Work through the data line by line, gathering every line that has the word "road".
[[ Supplied material, beginning ]]
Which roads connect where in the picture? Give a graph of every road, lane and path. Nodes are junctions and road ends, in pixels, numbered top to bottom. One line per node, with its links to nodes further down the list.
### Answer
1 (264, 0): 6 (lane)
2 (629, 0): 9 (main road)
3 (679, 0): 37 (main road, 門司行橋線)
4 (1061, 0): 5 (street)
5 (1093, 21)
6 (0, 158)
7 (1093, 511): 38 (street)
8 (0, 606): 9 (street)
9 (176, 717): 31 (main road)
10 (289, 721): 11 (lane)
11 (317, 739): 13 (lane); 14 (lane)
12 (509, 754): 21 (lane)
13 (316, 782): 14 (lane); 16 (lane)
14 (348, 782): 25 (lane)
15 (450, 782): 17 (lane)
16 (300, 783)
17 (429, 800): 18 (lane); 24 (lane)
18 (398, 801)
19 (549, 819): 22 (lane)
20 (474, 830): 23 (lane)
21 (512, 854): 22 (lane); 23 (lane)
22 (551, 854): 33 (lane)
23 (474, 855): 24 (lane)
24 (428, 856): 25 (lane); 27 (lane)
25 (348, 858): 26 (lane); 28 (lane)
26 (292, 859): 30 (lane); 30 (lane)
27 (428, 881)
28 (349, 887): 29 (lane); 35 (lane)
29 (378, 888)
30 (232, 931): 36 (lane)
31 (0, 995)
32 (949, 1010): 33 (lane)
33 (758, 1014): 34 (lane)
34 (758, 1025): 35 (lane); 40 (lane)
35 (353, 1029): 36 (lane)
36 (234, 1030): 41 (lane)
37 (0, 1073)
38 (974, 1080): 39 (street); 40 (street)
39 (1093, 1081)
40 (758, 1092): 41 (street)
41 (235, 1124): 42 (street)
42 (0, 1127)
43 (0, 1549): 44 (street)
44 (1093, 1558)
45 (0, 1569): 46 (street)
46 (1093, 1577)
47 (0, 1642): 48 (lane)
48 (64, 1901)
[[ Supplied material, end ]]
== Finished task ==
Which roads connect where in the picture? Give a graph of every road, lane and path. Nodes are junctions and road ends, in pixels, numbered top to bottom. One line per node, with its links to nodes further down the list.
2 (629, 0): 9 (main road)
3 (679, 0): 37 (main road, 門司行橋線)
9 (176, 717): 31 (main road)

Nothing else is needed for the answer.